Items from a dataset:
==========

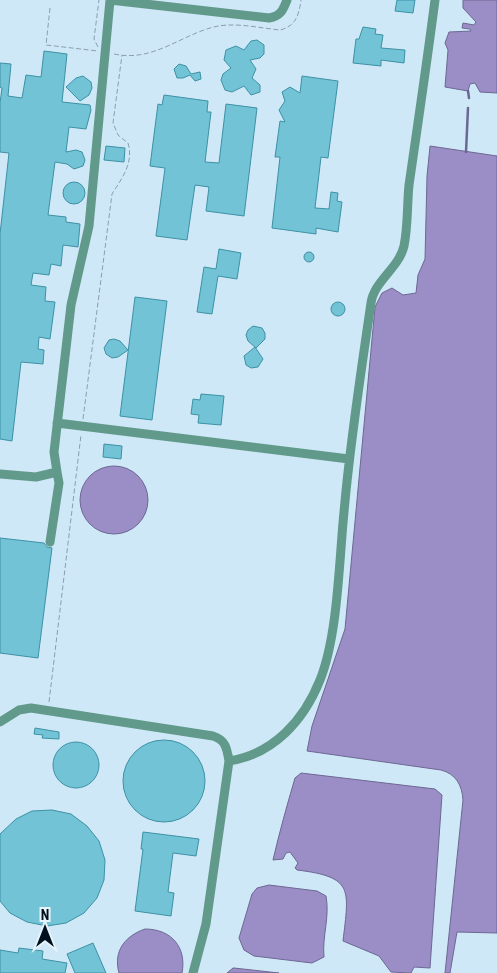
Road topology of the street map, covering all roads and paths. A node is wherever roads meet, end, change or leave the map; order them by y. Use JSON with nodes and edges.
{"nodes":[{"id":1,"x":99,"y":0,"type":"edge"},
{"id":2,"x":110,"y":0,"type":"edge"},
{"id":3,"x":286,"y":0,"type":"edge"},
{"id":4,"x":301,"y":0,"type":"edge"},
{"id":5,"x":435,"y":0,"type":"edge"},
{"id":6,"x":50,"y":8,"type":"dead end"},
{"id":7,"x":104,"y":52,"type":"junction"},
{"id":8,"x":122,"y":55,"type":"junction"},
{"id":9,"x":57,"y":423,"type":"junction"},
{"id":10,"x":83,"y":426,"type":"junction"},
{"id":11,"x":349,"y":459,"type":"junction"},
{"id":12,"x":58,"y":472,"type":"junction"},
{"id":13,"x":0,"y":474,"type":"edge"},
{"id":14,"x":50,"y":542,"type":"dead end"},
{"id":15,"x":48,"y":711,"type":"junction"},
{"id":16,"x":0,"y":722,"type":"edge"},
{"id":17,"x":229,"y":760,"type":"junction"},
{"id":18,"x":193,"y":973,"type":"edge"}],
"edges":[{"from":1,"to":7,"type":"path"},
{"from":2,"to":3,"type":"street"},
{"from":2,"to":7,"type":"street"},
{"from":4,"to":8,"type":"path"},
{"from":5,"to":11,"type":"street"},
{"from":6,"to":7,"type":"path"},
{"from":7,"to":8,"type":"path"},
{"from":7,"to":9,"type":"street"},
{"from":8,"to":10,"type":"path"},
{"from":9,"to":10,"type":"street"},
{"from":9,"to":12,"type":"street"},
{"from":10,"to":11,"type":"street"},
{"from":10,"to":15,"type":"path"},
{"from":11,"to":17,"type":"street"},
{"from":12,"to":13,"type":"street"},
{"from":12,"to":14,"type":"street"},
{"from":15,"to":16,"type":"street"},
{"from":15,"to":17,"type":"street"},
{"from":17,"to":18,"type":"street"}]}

==========

EXERCISE DIRECTIONS: The task calls for all records to be set down precisely, excluding any images.

SOLUTION TO THIS EXERCISE:
Road topology of the street map, covering all roads and paths. A node is wherever roads meet, end, change or leave the map; order them by y. Use JSON with nodes and edges.
{"nodes":[{"id":1,"x":99,"y":0,"type":"edge"},
{"id":2,"x":110,"y":0,"type":"edge"},
{"id":3,"x":286,"y":0,"type":"edge"},
{"id":4,"x":301,"y":0,"type":"edge"},
{"id":5,"x":435,"y":0,"type":"edge"},
{"id":6,"x":50,"y":8,"type":"dead end"},
{"id":7,"x":104,"y":52,"type":"junction"},
{"id":8,"x":122,"y":55,"type":"junction"},
{"id":9,"x":57,"y":423,"type":"junction"},
{"id":10,"x":83,"y":426,"type":"junction"},
{"id":11,"x":349,"y":459,"type":"junction"},
{"id":12,"x":58,"y":472,"type":"junction"},
{"id":13,"x":0,"y":474,"type":"edge"},
{"id":14,"x":50,"y":542,"type":"dead end"},
{"id":15,"x":48,"y":711,"type":"junction"},
{"id":16,"x":0,"y":722,"type":"edge"},
{"id":17,"x":229,"y":760,"type":"junction"},
{"id":18,"x":193,"y":973,"type":"edge"}],
"edges":[{"from":1,"to":7,"type":"path"},
{"from":2,"to":3,"type":"street"},
{"from":2,"to":7,"type":"street"},
{"from":4,"to":8,"type":"path"},
{"from":5,"to":11,"type":"street"},
{"from":6,"to":7,"type":"path"},
{"from":7,"to":8,"type":"path"},
{"from":7,"to":9,"type":"street"},
{"from":8,"to":10,"type":"path"},
{"from":9,"to":10,"type":"street"},
{"from":9,"to":12,"type":"street"},
{"from":10,"to":11,"type":"street"},
{"from":10,"to":15,"type":"path"},
{"from":11,"to":17,"type":"street"},
{"from":12,"to":13,"type":"street"},
{"from":12,"to":14,"type":"street"},
{"from":15,"to":16,"type":"street"},
{"from":15,"to":17,"type":"street"},
{"from":17,"to":18,"type":"street"}]}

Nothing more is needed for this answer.